The Four Pillars Of Story – By Patrick Moreau
These are the highlights of a great blog from Patrick Moreau at Wipster that nicely hits on the whole strategy behind creative film and video, whatever the application for it may be:
We were read a story before bed as children, sometimes two if we begged. As adults we read online news, talk about the day’s big events; we exchange stories with our friends of how we spend our days. We know stories exist, but what exactly is a story? More importantly, how do we tell a good one?
At its most basic, story is the retelling of events, real or imagined, often told through a single perspective.
Humans are hardwired for story, it’s in our DNA. Storytelling pre-dates written language. Think about that for a second. Before we could pass on knowledge through notes, letters, or books—we used story. The telling and re-telling of stories are how we make sense of, and make the most of, our existence. So story is in us. And it has been for a long time. And that’s why stories are so sticky, why they make us lean in, and why they stay with us
But story is also a powerful tool: it’s a bridge that can take viewers on a journey from one shore to the other. From where they are, to a new insight, product, service, or idea that you’d like to them to know about. Story can be your bridge. We can use story to guide the heart to move the mind.
We’re all naturally storytellers. But the real craft is in being able to tell remarkable stories. And to help you with that we’ll explore the foundation of story by looking at the 4 Pillars of story. Once you understand these Pillars, and their roles, you can start maximizing them in every story you tell.
The foundation of story, across mediums, is built on what we call the 4 Pillars; People, Places, Purpose, and Plot.
People are the characters in our story. They are your emotional core. And so we call the main character in your story, the Heart. But not all characters are created equally. To have a strong Heart of your story there is one thing, more than anything else, that you need to find.

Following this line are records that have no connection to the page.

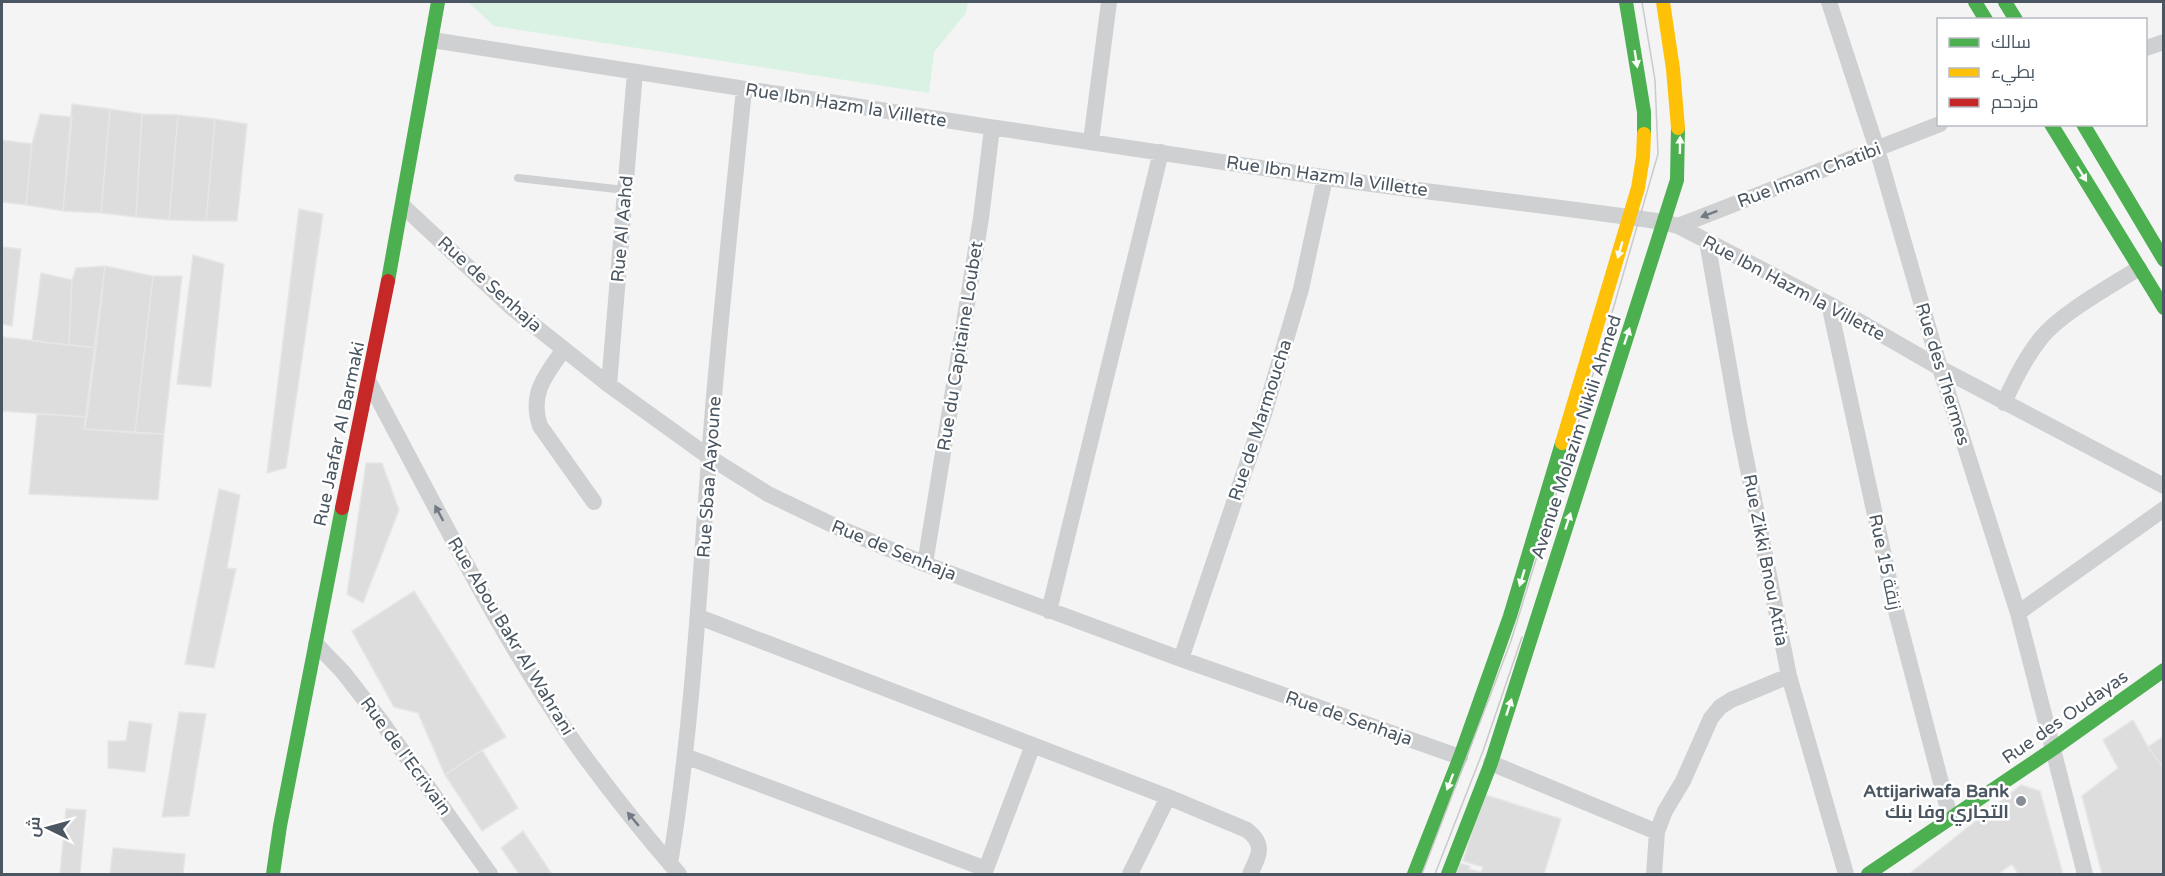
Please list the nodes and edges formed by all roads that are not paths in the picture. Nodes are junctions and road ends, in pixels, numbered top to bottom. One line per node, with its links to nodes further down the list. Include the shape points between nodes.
1 (438, 2): 10 (street, Rue Jaafar Al Barmaki)
2 (1109, 2): 19 (street)
3 (1626, 2): 26 (street, Avenue Molazim Nikili Ahmed, one-way to 26, via 1644,112 1644,157)
4 (1663, 2): 27 (street, Avenue Molazim Nikili Ahmed, one-way to 4, via 1680,116)
5 (1829, 2): 20 (street, Rue des Thermes)
6 (1975, 2): 8 (street)
7 (2005, 2): 9 (street)
8 (1985, 18)
9 (2015, 18)
10 (432, 40): 13 (street, Rue Ibn Hazm la Villette); 25 (street, Rue Jaafar Al Barmaki)
11 (2163, 42): 12 (street)
12 (2147, 47)
13 (635, 72): 14 (street, Rue Ibn Hazm la Villette); 24 (street, Rue Al Aahd)
14 (744, 88): 18 (street, Rue Ibn Hazm la Villette); 38 (street, Rue Sbaa Aayoune)
15 (1937, 125): 20 (street, Rue Imam Chatibi)
16 (2052, 126): 30 (street, one-way to 30)
17 (2084, 126): 29 (street)
18 (992, 128): 19 (street, Rue Ibn Hazm la Villette); 42 (street, Rue du Capitaine Loubet)
19 (1091, 141): 21 (street, Rue Ibn Hazm la Villette)
20 (1877, 149): 27 (street, Rue Imam Chatibi, one-way to 27); 34 (street, Rue des Thermes)
21 (1161, 152): 23 (street, Rue Ibn Hazm la Villette); 43 (street)
22 (518, 178): 24 (lane)
23 (1325, 178): 26 (street, Rue Ibn Hazm la Villette); 47 (street, Rue de Marmoucha, via 1301,290 1268,403)
24 (625, 190): 36 (street, Rue Al Aahd)
25 (403, 206): 33 (street, Rue de Senhaja, via 512,308); 35 (street, Rue Jaafar Al Barmaki)
26 (1629, 216): 27 (street, Rue Ibn Hazm la Villette); 53 (street, Avenue Molazim Nikili Ahmed, one-way to 53, via 1510,616)
27 (1671, 224): 28 (street, Rue Ibn Hazm la Villette); 54 (street, Avenue Molazim Nikili Ahmed, one-way to 27)
28 (1707, 241): 31 (street, Rue Ibn Hazm la Villette); 49 (street, Rue Zikki Bnou Attia)
29 (2163, 260)
30 (2139, 268): 32 (street); 37 (street, via 2061,319 2042,337 2021,366)
31 (1829, 304): 34 (street, Rue Ibn Hazm la Villette); 56 (street, Rue 15 زنقة, via 1896,611)
32 (2163, 308)
33 (564, 349): 36 (street, Rue de Senhaja); 40 (street, via 538,391 538,418)
34 (1940, 368): 37 (street, Rue Ibn Hazm la Villette); 44 (street, Rue des Thermes)
35 (369, 382): 46 (street, Rue Jaafar Al Barmaki); 58 (street, Rue Abou Bakr Al Wahrani, one-way to 35, via 576,745 518,654)
36 (609, 385): 38 (street, Rue de Senhaja)
37 (2004, 403): 39 (street, Rue Ibn Hazm la Villette)
38 (709, 457): 42 (street, Rue de Senhaja, via 799,510); 45 (street, Rue Sbaa Aayoune)
39 (2163, 486)
40 (594, 502)
41 (2163, 509): 44 (street)
42 (925, 564): 43 (street, Rue de Senhaja)
43 (1049, 611): 47 (street, Rue de Senhaja)
44 (2018, 613): 51 (street, Rue des Thermes)
45 (699, 616): 50 (street); 52 (street, Rue Sbaa Aayoune)
46 (316, 644): 60 (street, Rue Jaafar Al Barmaki); 61 (street, Rue de l'Ecrivain, via 381,721)
47 (1181, 659): 53 (street, Rue de Senhaja)
48 (2163, 670): 51 (street, Rue des Oudayas)
49 (1789, 676): 57 (street, via 1720,706 1705,729); 67 (street, Rue Zikki Bnou Attia)
50 (1033, 745): 55 (street); 59 (street)
51 (2053, 748): 56 (street, Rue des Oudayas); 69 (street, Rue des Thermes)
52 (685, 756): 58 (street, Rue Sbaa Aayoune); 59 (street)
53 (1460, 757): 64 (street, Avenue Molazim Nikili Ahmed, one-way to 64)
54 (1491, 763): 57 (street); 65 (street, Avenue Molazim Nikili Ahmed)
55 (1168, 797): 62 (street); 63 (street, via 1247,830 1256,838 1259,855)
56 (1950, 817): 68 (street, Rue des Oudayas)
57 (1658, 832): 66 (street)
58 (674, 869)
59 (985, 872)
60 (273, 874)
61 (490, 874)
62 (1130, 874)
63 (1250, 874)
64 (1414, 874)
65 (1448, 874)
66 (1654, 874)
67 (1846, 874)
68 (1868, 874)
69 (2085, 874)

Desire matters most. After all, we can’t expect our audience to want to hear our story more than your Heart wants something. It’s this strong desire—this fire deep inside our character, that helps the audience fall in love.
Now places are the situations, environments, time, and objects that give our story context and depth.
Place is all about authenticity. Rather than telling you about who our character is, we can use place to show you. And in using place, we can allow you to experience the character, to come to your own conclusions, and to have a much deeper trust.
Last year we did a Super Bowl story for CBS on a lady who had had her hands in the making of every single Super Bowl football since the tradition began 49 years ago. We could tell you that she cares about what she does. Or, we could use place to show you her stacks of albums, her decades of photos of the games she’s been to and the people she’s met, all around football. And we could take you to the factory, long after sunset, where she sits at her sewing machines not making more footballs than those around her, but instead making them far slower and far better. By using those places we can let our audience more fully experience our character. And that will bring a stronger authenticity and a deeper trust.
Now Purpose is the why behind our story, what do we really want our story to say? The moment our audience doesn’t think this story matters to them, it isn’t relevant to their lives, they tune you out.
It is incredibly important that we take the time to think about our Purpose, the why behind our story. After all, if we don’t know what it is we are trying to say, we certainly can’t expect our audience to figure it out.
And then we come to our fourth Pillar, Plot.
Plot is the structure of the story. In its simplest form, think of that structure as beginning, middle, and ending. Now, there is one thing that fuels your Plot and will take your viewer through the very beginning all the way to the ending.
That vital ingredient? Conflict.
Conflict causes tension. Conflict causes us to pay attention and tune into the story. And on top of all of that, conflict serves the vital role of asking a question. Will they end up together? Can she make it in time? Will he defeat the evil sorcerer? Our Heart, with strong desire, runs into conflict. But because her desire is so strong, she persists. And thus starts her journey and asks our question, Can she do it?
If we use Place throughout our story and if we’ve clearly defined our Purpose, we can then have this journey lead our viewers right across that bridge—right to the other shore.
I could tell you that there are 30 million slaves in the world today. But that’s a dark, uncomfortable fact. One that most of us will turn away from and quickly forget. Or we could tell you the story of a 9-year-old girl who had the audacity to think that she could change the world. Who set up her lemonade stand, day after day, with the goal of freeing 100 children and therefore raising $150,000.
That story, the one of the 9-year-old girl, it’s one that many people will tune in for. It’s a young girl with strong desire who, one day, ran into conflict and thought she could do something about it. And as you go on that journey with her, you may just learn a thing or two about slavery. You’ll be brought to the other shore.
That, my friends, is what a remarkable story can do for you. Guide the heart to move the mind.